DIRECTIONS: Below are records; copy every line among them that contains the word "Ömür".

DATASET:

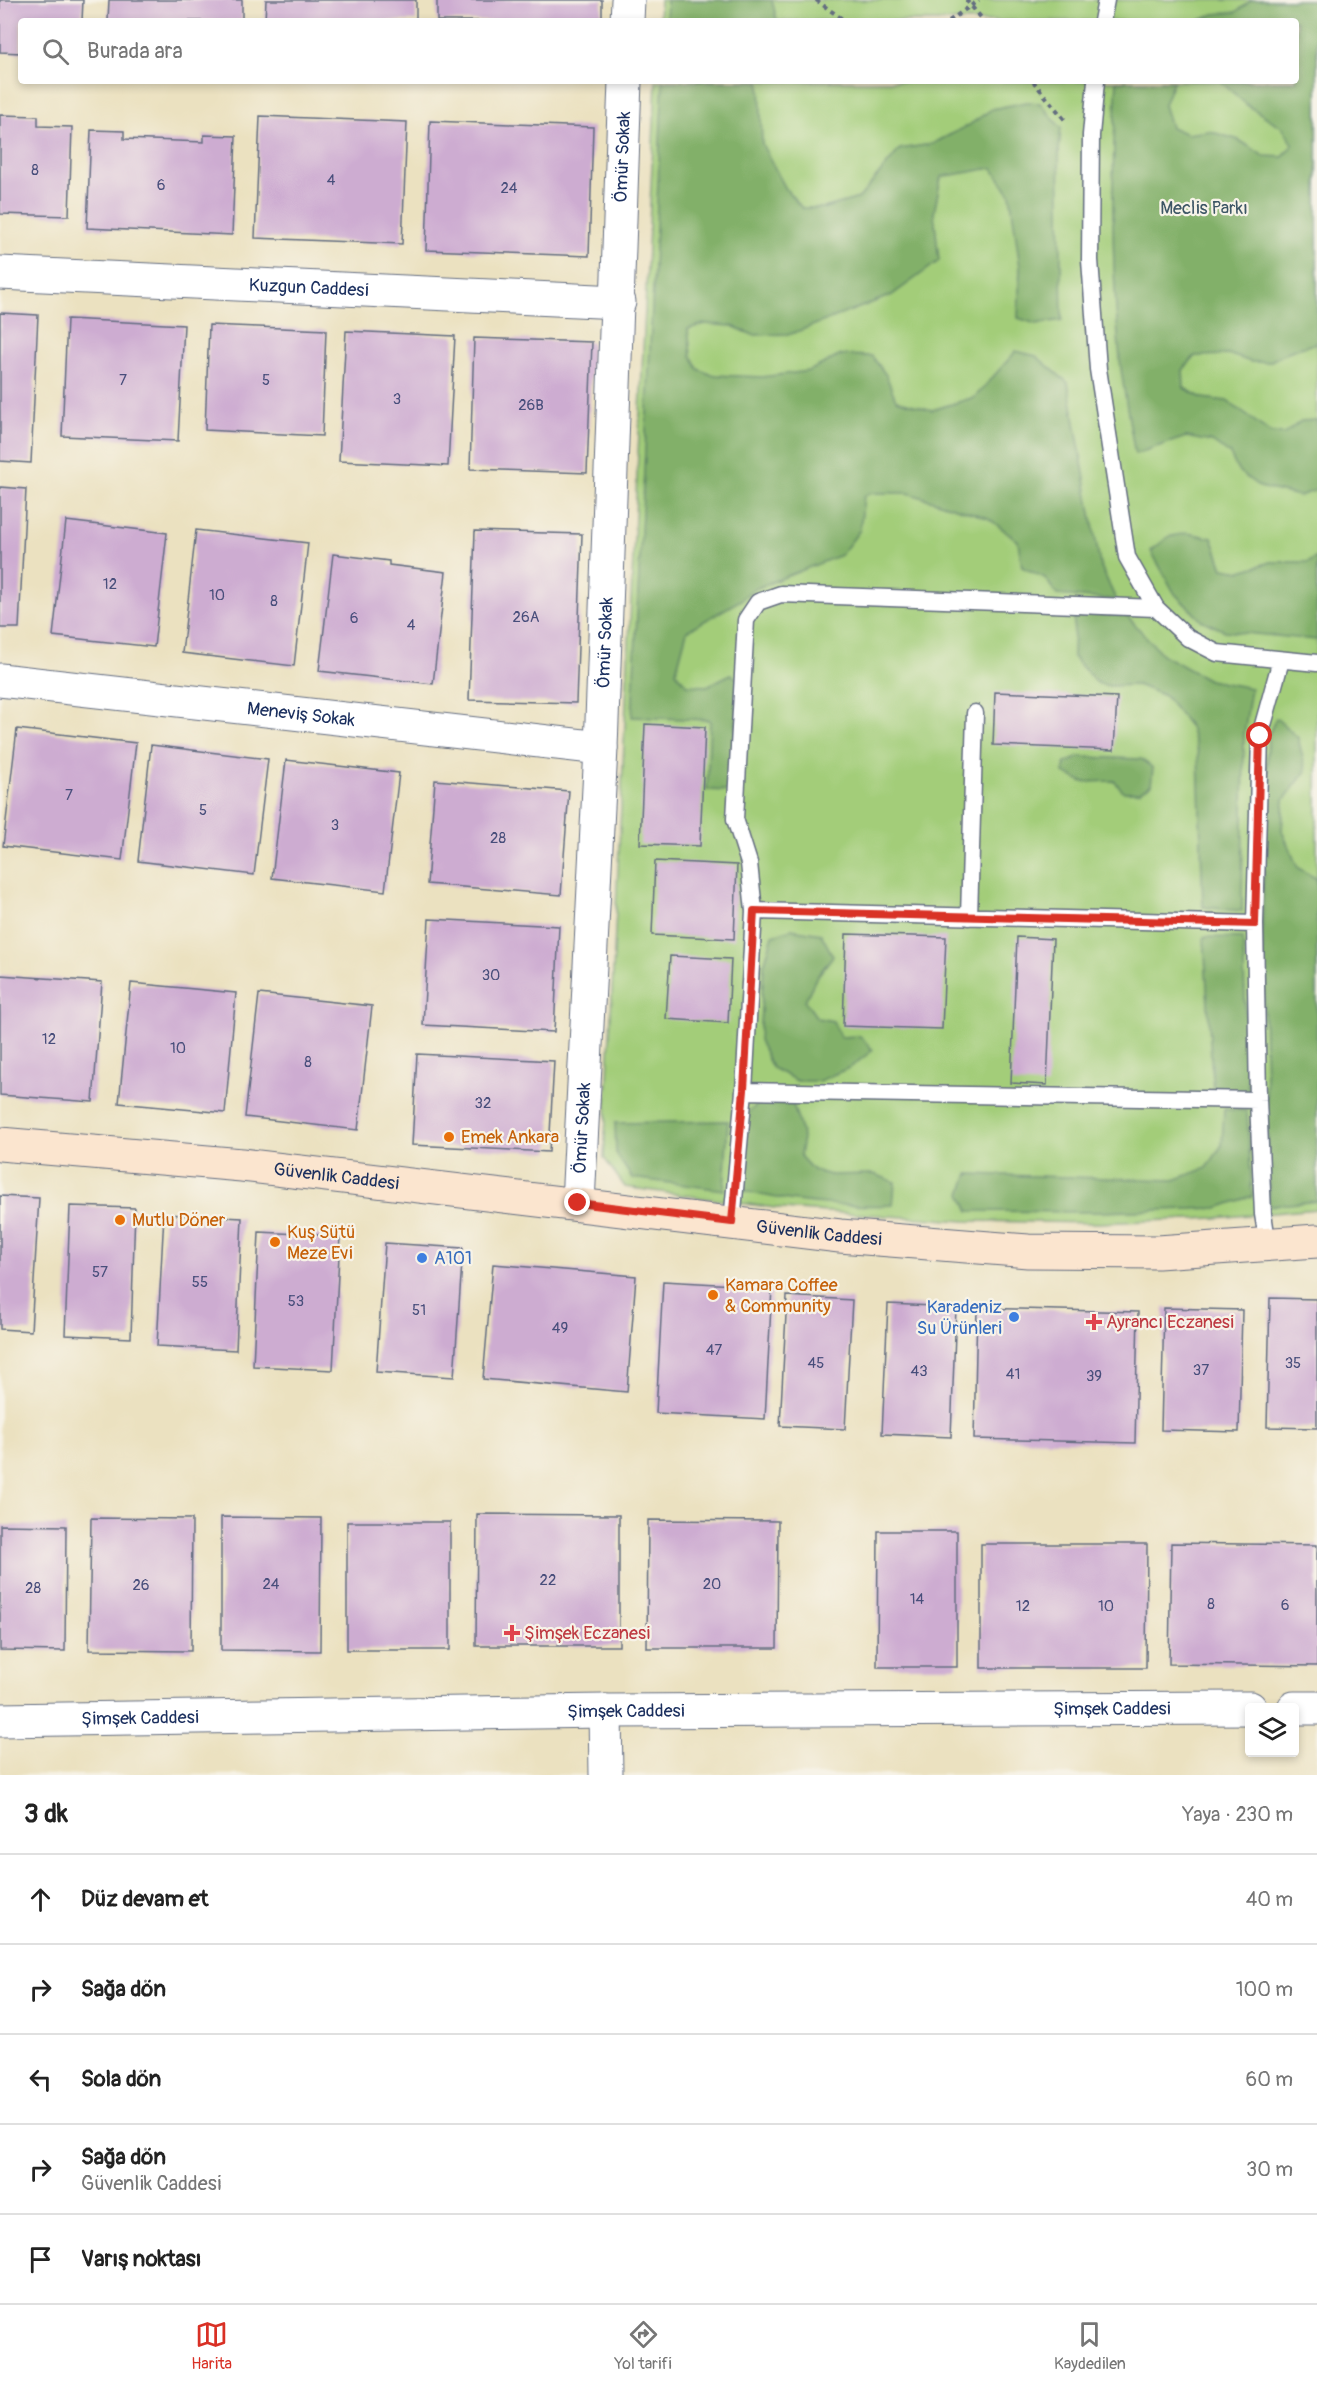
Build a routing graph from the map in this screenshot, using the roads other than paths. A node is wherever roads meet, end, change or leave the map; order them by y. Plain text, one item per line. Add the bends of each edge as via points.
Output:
1 (628, 0) edge
2 (1106, 0) edge
3 (627, 18) edge
4 (1103, 18) edge
5 (625, 84) edge
6 (1096, 84) edge
7 (0, 273) edge
8 (619, 302) junction
9 (1156, 608) junction
10 (1281, 660) junction
11 (1317, 663) edge
12 (0, 680) edge
13 (975, 713) dead end
14 (601, 748) junction
15 (754, 911) junction
16 (969, 917) junction
17 (1255, 924) junction
18 (744, 1090) junction
19 (1258, 1100) junction
20 (0, 1144) edge
21 (578, 1203) junction
22 (732, 1222) junction
23 (1317, 1241) edge
24 (1268, 1246) junction
25 (1245, 1708) edge
26 (1299, 1708) edge
27 (1317, 1708) edge
28 (605, 1711) junction
29 (0, 1720) edge
30 (606, 1775) edge

1 - 3 street
2 - 4 lane
5 - 8 street, Ömür Sokak
6 - 9 lane via 1090,260 1098,369 1127,556
7 - 8 street, Kuzgun Caddesi
8 - 14 street, Ömür Sokak
9 - 10 lane via 1188,638 1217,652
9 - 15 lane via 781,594 758,602 746,620 735,819 749,863
10 - 11 lane
10 - 17 lane via 1260,736
12 - 14 street, Meneviş Sokak
13 - 16 lane
14 - 21 street, Ömür Sokak
15 - 16 lane
15 - 18 lane
16 - 17 lane
17 - 19 lane
18 - 19 lane
18 - 22 lane
19 - 24 lane
20 - 21 main road, Güvenlik Caddesi via 242,1164
21 - 22 main road, Güvenlik Caddesi
22 - 24 main road, Güvenlik Caddesi via 840,1236 1028,1251 1158,1252
23 - 24 main road, Güvenlik Caddesi
25 - 28 street, Şimşek Caddesi
26 - 27 street
28 - 29 street, Şimşek Caddesi
28 - 30 street

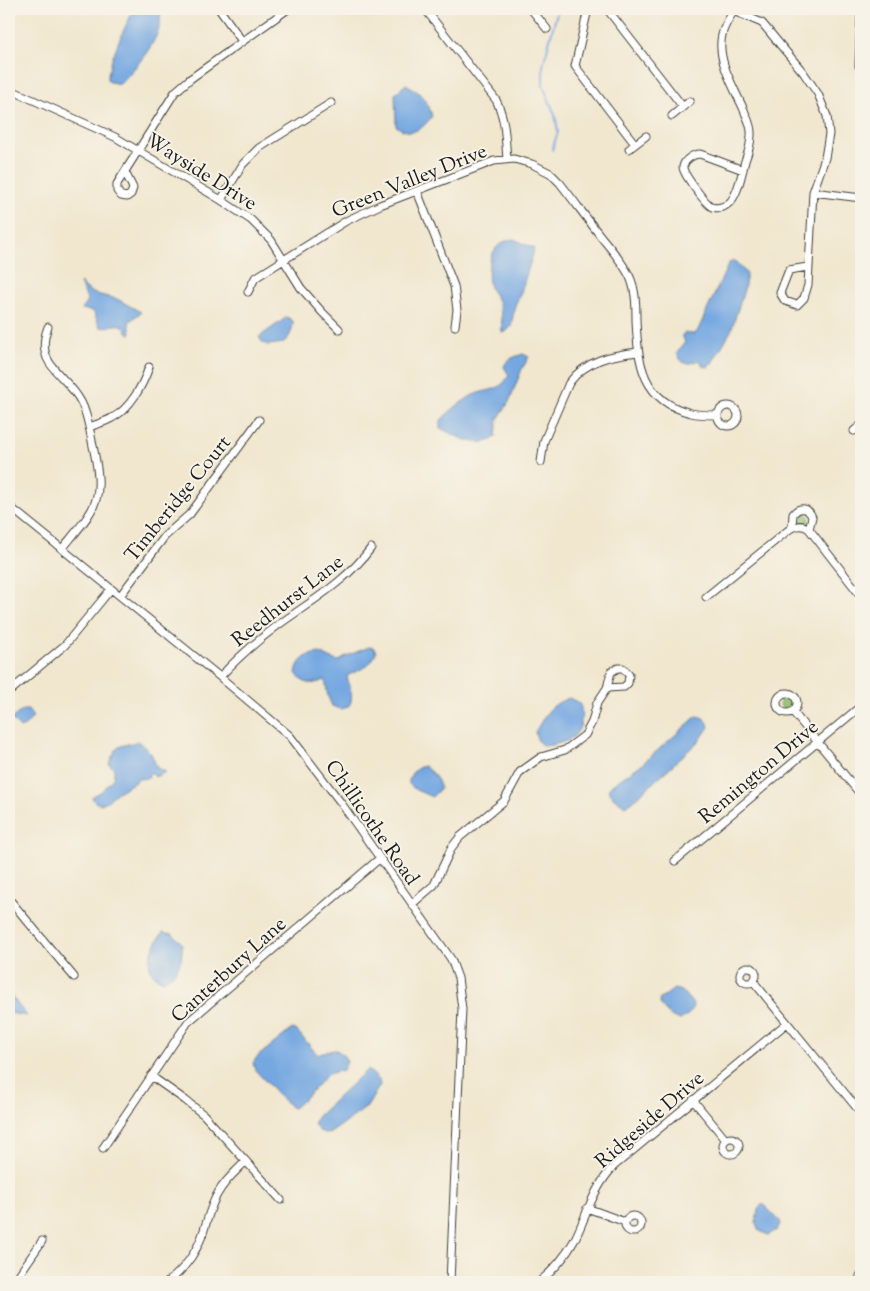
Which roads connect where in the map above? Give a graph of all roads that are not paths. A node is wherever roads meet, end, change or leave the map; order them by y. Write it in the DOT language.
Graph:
graph roads {
  1 [pos="220,9"];
  2 [pos="288,9"];
  3 [pos="426,9"];
  4 [pos="531,9"];
  5 [pos="588,9"];
  6 [pos="607,9"];
  7 [pos="731,10"];
  8 [pos="861,15"];
  9 [pos="547,29"];
  10 [pos="242,41"];
  11 [pos="859,66"];
  12 [pos="9,89"];
  13 [pos="690,101"];
  14 [pos="331,103"];
  15 [pos="683,107"];
  16 [pos="672,116"];
  17 [pos="646,136"];
  18 [pos="138,151"];
  19 [pos="507,159"];
  20 [pos="743,170"];
  21 [pos="125,172"];
  22 [pos="417,191"];
  23 [pos="813,192"];
  24 [pos="861,198"];
  25 [pos="221,200"];
  26 [pos="283,260"];
  27 [pos="808,267"];
  28 [pos="248,292"];
  29 [pos="455,326"];
  30 [pos="48,327"];
  31 [pos="340,329"];
  32 [pos="638,352"];
  33 [pos="149,367"];
  34 [pos="718,415"];
  35 [pos="259,420"];
  36 [pos="861,425"];
  37 [pos="89,427"];
  38 [pos="854,431"];
  39 [pos="541,462"];
  40 [pos="9,507"];
  41 [pos="792,527"];
  42 [pos="809,529"];
  43 [pos="371,548"];
  44 [pos="62,549"];
  45 [pos="111,589"];
  46 [pos="120,596"];
  47 [pos="861,596"];
  48 [pos="706,597"];
  49 [pos="220,677"];
  50 [pos="607,688"];
  51 [pos="9,692"];
  52 [pos="861,706"];
  53 [pos="793,712"];
  54 [pos="818,742"];
  55 [pos="861,795"];
  56 [pos="379,859"];
  57 [pos="675,861"];
  58 [pos="9,899"];
  59 [pos="412,904"];
  60 [pos="74,977"];
  61 [pos="754,981"];
  62 [pos="787,1023"];
  63 [pos="151,1076"];
  64 [pos="693,1100"];
  65 [pos="861,1113"];
  66 [pos="726,1140"];
  67 [pos="103,1148"];
  68 [pos="246,1162"];
  69 [pos="281,1200"];
  70 [pos="587,1208"];
  71 [pos="625,1222"];
  72 [pos="42,1241"];
  73 [pos="451,1281"];
  74 [pos="14,1282"];
  75 [pos="168,1282"];
  76 [pos="539,1282"];
  1 -- 10 [label="street"];
  2 -- 10 [label="street"];
  3 -- 19 [label="street"];
  4 -- 9 [label="street"];
  5 -- 17 [label="street"];
  6 -- 15 [label="street"];
  7 -- 20 [label="street"];
  7 -- 23 [label="street"];
  8 -- 11 [label="street"];
  10 -- 18 [label="street"];
  12 -- 18 [label="street, Wayside Drive"];
  13 -- 15 [label="street"];
  14 -- 25 [label="street"];
  15 -- 16 [label="street"];
  18 -- 21 [label="street"];
  18 -- 25 [label="street, Wayside Drive"];
  19 -- 22 [label="street, Green Valley Drive"];
  19 -- 32 [label="street, Green Valley Drive"];
  20 -- 20 [label="street"];
  22 -- 26 [label="street, Green Valley Drive"];
  22 -- 29 [label="street"];
  23 -- 24 [label="street"];
  23 -- 27 [label="street"];
  25 -- 26 [label="street, Wayside Drive"];
  26 -- 28 [label="street, Green Valley Drive"];
  26 -- 31 [label="street, Wayside Drive"];
  27 -- 27 [label="street"];
  30 -- 37 [label="street"];
  32 -- 34 [label="street, Green Valley Drive"];
  32 -- 39 [label="street"];
  33 -- 37 [label="street"];
  35 -- 46 [label="street, Timberidge Court"];
  36 -- 38 [label="street"];
  37 -- 44 [label="street"];
  40 -- 44 [label="street, Chillicothe Road"];
  41 -- 42 [label="street"];
  41 -- 42 [label="street"];
  41 -- 48 [label="street"];
  42 -- 47 [label="street"];
  43 -- 49 [label="street, Reedhurst Lane"];
  44 -- 45 [label="street, Chillicothe Road"];
  45 -- 46 [label="street, Chillicothe Road"];
  45 -- 51 [label="street"];
  46 -- 49 [label="street, Chillicothe Road"];
  49 -- 56 [label="street, Chillicothe Road"];
  50 -- 59 [label="street"];
  52 -- 54 [label="street, Remington Drive"];
  53 -- 54 [label="street"];
  54 -- 55 [label="street"];
  54 -- 57 [label="street, Remington Drive"];
  56 -- 59 [label="street, Chillicothe Road"];
  56 -- 63 [label="street, Canterbury Lane"];
  58 -- 60 [label="street"];
  59 -- 73 [label="street, Chillicothe Road"];
  61 -- 62 [label="street"];
  62 -- 64 [label="street, Ridgeside Drive"];
  62 -- 65 [label="street"];
  63 -- 67 [label="street, Canterbury Lane"];
  63 -- 68 [label="street"];
  64 -- 66 [label="street"];
  64 -- 70 [label="street, Ridgeside Drive"];
  68 -- 69 [label="street"];
  68 -- 75 [label="street"];
  70 -- 71 [label="street"];
  70 -- 76 [label="street, Ridgeside Drive"];
  72 -- 74 [label="street"];
}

EXERCISE SOLUTION:
5 - 8 street, Ömür Sokak
8 - 14 street, Ömür Sokak
14 - 21 street, Ömür Sokak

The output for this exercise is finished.